In the same vein, policymakers should encourage guests to choose energy-efficient methods of transportation for arriving at their recreational activities. In some locations, visitors can be steered toward smart mass-transit options such as electric trains and hybrid buses; other locations can offer innovative options for individual vehicles, such as bicycles and hybrid cars.
Paris, for example, implemented the Vélib bicycle co-op program in 2007, which allows visitors and residents to reserve, pick up, and return bikes at 750 locations. The city currently has more than 230 miles of bike lanes, with plans for expansion. Israel recently created a network of bike trails and walking paths as an alternative to bus transportation for Christian pilgrims going from Nazareth to the Sea of Galilee, and Switzerland has seen a boom in the new generation of e-bikes, powered by lithium-ion batteries, also for tourists.

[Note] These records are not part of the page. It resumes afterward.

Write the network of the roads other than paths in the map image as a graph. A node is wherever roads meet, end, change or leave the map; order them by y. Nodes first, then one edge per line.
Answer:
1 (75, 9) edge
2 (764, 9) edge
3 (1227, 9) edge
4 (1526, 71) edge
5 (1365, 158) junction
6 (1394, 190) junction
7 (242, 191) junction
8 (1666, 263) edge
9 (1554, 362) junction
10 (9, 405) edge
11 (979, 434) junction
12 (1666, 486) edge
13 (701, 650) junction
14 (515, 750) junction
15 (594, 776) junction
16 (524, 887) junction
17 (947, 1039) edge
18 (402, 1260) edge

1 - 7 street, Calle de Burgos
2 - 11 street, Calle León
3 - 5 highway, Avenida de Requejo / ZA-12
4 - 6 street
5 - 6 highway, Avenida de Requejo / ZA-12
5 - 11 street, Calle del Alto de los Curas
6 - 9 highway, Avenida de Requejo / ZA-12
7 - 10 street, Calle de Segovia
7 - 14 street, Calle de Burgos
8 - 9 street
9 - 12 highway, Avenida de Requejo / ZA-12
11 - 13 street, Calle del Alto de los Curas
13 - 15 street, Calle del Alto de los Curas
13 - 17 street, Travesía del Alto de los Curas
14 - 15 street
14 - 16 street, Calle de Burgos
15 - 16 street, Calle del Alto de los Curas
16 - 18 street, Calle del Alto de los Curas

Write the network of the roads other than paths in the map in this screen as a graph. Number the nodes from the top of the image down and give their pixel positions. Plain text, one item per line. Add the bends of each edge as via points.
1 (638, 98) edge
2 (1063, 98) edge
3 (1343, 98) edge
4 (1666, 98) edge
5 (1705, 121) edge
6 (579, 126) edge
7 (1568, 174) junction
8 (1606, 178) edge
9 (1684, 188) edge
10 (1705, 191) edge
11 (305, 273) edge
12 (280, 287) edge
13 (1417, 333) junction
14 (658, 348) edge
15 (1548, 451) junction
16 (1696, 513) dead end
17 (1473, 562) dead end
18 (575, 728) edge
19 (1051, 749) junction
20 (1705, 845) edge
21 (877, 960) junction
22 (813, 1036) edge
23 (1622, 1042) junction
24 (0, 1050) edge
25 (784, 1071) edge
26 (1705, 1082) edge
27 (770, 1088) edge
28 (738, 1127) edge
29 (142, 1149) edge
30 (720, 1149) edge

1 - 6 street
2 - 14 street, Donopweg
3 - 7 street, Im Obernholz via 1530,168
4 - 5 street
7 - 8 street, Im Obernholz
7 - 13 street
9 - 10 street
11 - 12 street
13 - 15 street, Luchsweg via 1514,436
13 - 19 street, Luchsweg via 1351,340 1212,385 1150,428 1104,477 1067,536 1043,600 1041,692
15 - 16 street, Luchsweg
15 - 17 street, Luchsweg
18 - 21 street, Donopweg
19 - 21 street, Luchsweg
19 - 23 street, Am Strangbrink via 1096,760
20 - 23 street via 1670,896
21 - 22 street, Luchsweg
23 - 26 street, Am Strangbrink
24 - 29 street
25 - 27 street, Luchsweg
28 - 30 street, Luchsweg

Destinations can also reduce their environmental impact by integrating carbon-friendly principles into their supply chains, and purchasing sustainably sourced goods and materials. In addition, they can implement low-carbon waste management policies, including energy-efficient recycling.
Finally, destinations can create incentives for tourists to offset their remaining emissions through local donation programs that invest in renewable technologies. Tour operator Thomas Cook, for example, asks clients to donate £2 (US$3) that it matches and funnels into emissions-offset projects.

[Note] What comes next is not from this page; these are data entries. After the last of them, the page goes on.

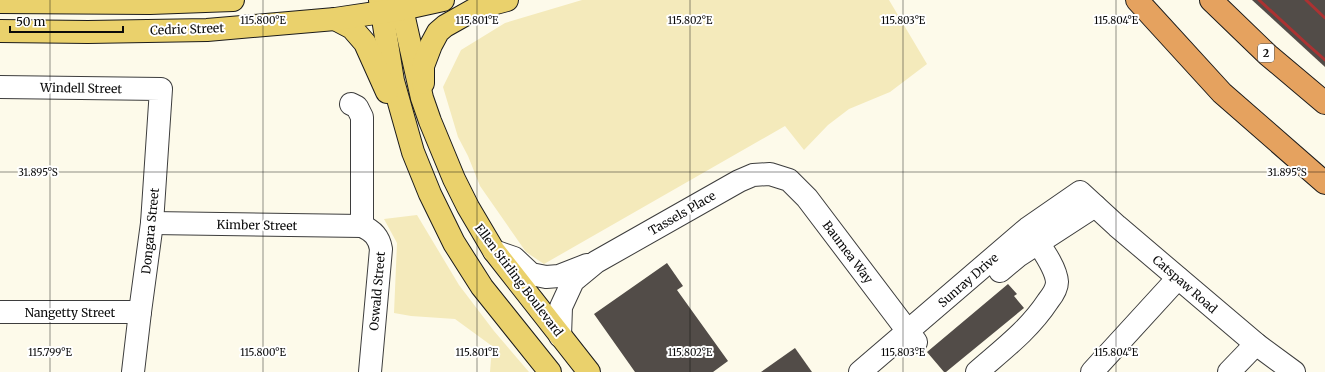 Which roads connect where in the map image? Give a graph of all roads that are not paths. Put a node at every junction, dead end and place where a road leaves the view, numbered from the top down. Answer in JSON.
{"nodes":[{"id":1,"x":233,"y":0,"type":"edge"},
{"id":2,"x":443,"y":0,"type":"edge"},
{"id":3,"x":507,"y":0,"type":"edge"},
{"id":4,"x":1137,"y":0,"type":"edge"},
{"id":5,"x":1211,"y":0,"type":"edge"},
{"id":6,"x":0,"y":2,"type":"edge"},
{"id":7,"x":391,"y":5,"type":"edge"},
{"id":8,"x":335,"y":19,"type":"junction"},
{"id":9,"x":0,"y":31,"type":"edge"},
{"id":10,"x":0,"y":87,"type":"edge"},
{"id":11,"x":161,"y":90,"type":"joint"},
{"id":12,"x":422,"y":98,"type":"junction"},
{"id":13,"x":1325,"y":103,"type":"edge"},
{"id":14,"x":351,"y":104,"type":"dead end"},
{"id":15,"x":413,"y":152,"type":"junction"},
{"id":16,"x":770,"y":174,"type":"joint"},
{"id":17,"x":1325,"y":183,"type":"edge"},
{"id":18,"x":1087,"y":199,"type":"joint"},
{"id":19,"x":152,"y":223,"type":"junction"},
{"id":20,"x":362,"y":226,"type":"junction"},
{"id":21,"x":1028,"y":239,"type":"junction"},
{"id":22,"x":494,"y":251,"type":"junction"},
{"id":23,"x":596,"y":262,"type":"junction"},
{"id":24,"x":1178,"y":278,"type":"junction"},
{"id":25,"x":0,"y":312,"type":"edge"},
{"id":26,"x":140,"y":312,"type":"junction"},
{"id":27,"x":560,"y":336,"type":"junction"},
{"id":28,"x":912,"y":336,"type":"junction"},
{"id":29,"x":1256,"y":344,"type":"junction"},
{"id":30,"x":133,"y":372,"type":"edge"},
{"id":31,"x":370,"y":372,"type":"edge"},
{"id":32,"x":550,"y":372,"type":"edge"},
{"id":33,"x":589,"y":372,"type":"edge"},
{"id":34,"x":860,"y":372,"type":"edge"},
{"id":35,"x":881,"y":372,"type":"edge"},
{"id":36,"x":977,"y":372,"type":"edge"},
{"id":37,"x":1092,"y":372,"type":"edge"},
{"id":38,"x":1229,"y":372,"type":"edge"},
{"id":39,"x":1294,"y":372,"type":"edge"}],
"edges":[{"from":1,"to":6,"type":"main road"},
{"from":2,"to":7,"type":"main road","name":"Cedric Street"},
{"from":3,"to":12,"type":"main road"},
{"from":4,"to":17,"type":"highway"},
{"from":5,"to":13,"type":"highway","number":"2"},
{"from":7,"to":8,"type":"main road","name":"Cedric Street"},
{"from":7,"to":12,"type":"main road","name":"Ellen Stirling Boulevard"},
{"from":7,"to":15,"type":"main road"},
{"from":8,"to":9,"type":"main road","name":"Cedric Street"},
{"from":8,"to":15,"type":"main road"},
{"from":10,"to":11,"type":"street","name":"Windell Street"},
{"from":11,"to":19,"type":"street","name":"Dongara Street"},
{"from":12,"to":22,"type":"main road","name":"Ellen Stirling Boulevard"},
{"from":14,"to":20,"type":"street"},
{"from":15,"to":32,"type":"main road"},
{"from":16,"to":23,"type":"street","name":"Tassels Place"},
{"from":16,"to":28,"type":"street","name":"Baumea Way"},
{"from":18,"to":21,"type":"street","name":"Sunray Drive"},
{"from":18,"to":24,"type":"street","name":"Catspaw Road"},
{"from":19,"to":20,"type":"street","name":"Kimber Street"},
{"from":19,"to":26,"type":"street","name":"Dongara Street"},
{"from":20,"to":31,"type":"street","name":"Oswald Street"},
{"from":21,"to":28,"type":"street","name":"Sunray Drive"},
{"from":21,"to":36,"type":"street"},
{"from":22,"to":23,"type":"street","name":"Tassels Place"},
{"from":22,"to":27,"type":"main road","name":"Ellen Stirling Boulevard"},
{"from":23,"to":27,"type":"street","name":"Tassels Place"},
{"from":24,"to":29,"type":"street","name":"Catspaw Road"},
{"from":24,"to":37,"type":"street"},
{"from":25,"to":26,"type":"street","name":"Nangetty Street"},
{"from":26,"to":30,"type":"street","name":"Dongara Street"},
{"from":27,"to":33,"type":"main road","name":"Ellen Stirling Boulevard"},
{"from":28,"to":34,"type":"street","name":"Sunray Drive"},
{"from":28,"to":35,"type":"street","name":"Sunray Drive"},
{"from":29,"to":38,"type":"street"},
{"from":29,"to":39,"type":"street","name":"Catspaw Road"}]}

2. Biodiversity conservation. Whether scuba diving in the Red Sea, exploring hiking trails in the Pacific Northwest, or venturing into the jungles of Central America, a growing number of travelers are reaching out to experience a world beyond their own. Destinations with natural beauty offer tourists an escape from the pressures and sensory overload of urban life. Unique natural assets are therefore precious, and their preservation is a critical component of sustainable tourism. In the past two decades, tourism to biodiversity hot spots has increased more than 100 percent, making conservation all the more urgent.
If proper conservation measures are not in place, tourism can exacerbate the damage and destruction of flora and fauna. Unregulated wildlife viewing has disrupted feeding and nesting sites in such places as the Caribbean wetlands and New Zealand. Mushrooming tourism resorts in India have encroached upon tiger habitats, both reducing the tiger population and leading to dangerous encounters for humans. In addition, more than 35 million acres of coral reef has been obliterated during the past few decades, largely through contact with cruise ships, divers, and other human activity.
Policymakers eager to prevent this sort of damage should develop national parks and wildlife corridors, regulate access to potentially fragile areas, and protect indigenous species and control pests.
In Bhutan, known as one of the world’s biodiversity hot spots, more than 72 percent of the country is still forested. Parts of Bhutan have been declared wildlife reserves, and many mountains are closed to trekking for fear of littering and pollution. In recognition of more than 20 years of sustainable ecological development of sensitive ecosystems, UNESCO declared the Wadden Sea of Germany and the Netherlands a World Heritage site in June 2009. These countries’ traditional reverence for nature has helped them preserve their environment, even as they welcome more tourists each year.
3. Waste management. As a major pollutant, waste affects both water and soil quality and can detract from a destination’s image if treated improperly. The effective management of liquid and solid waste — from households and any local industrial processes — is therefore essential to the perception of a destination as clean and healthy. No traveler wants to worry about contracting a disease on his or her journey; a whiff of foul air can quickly change a tourist’s perception of even the most beautiful locale.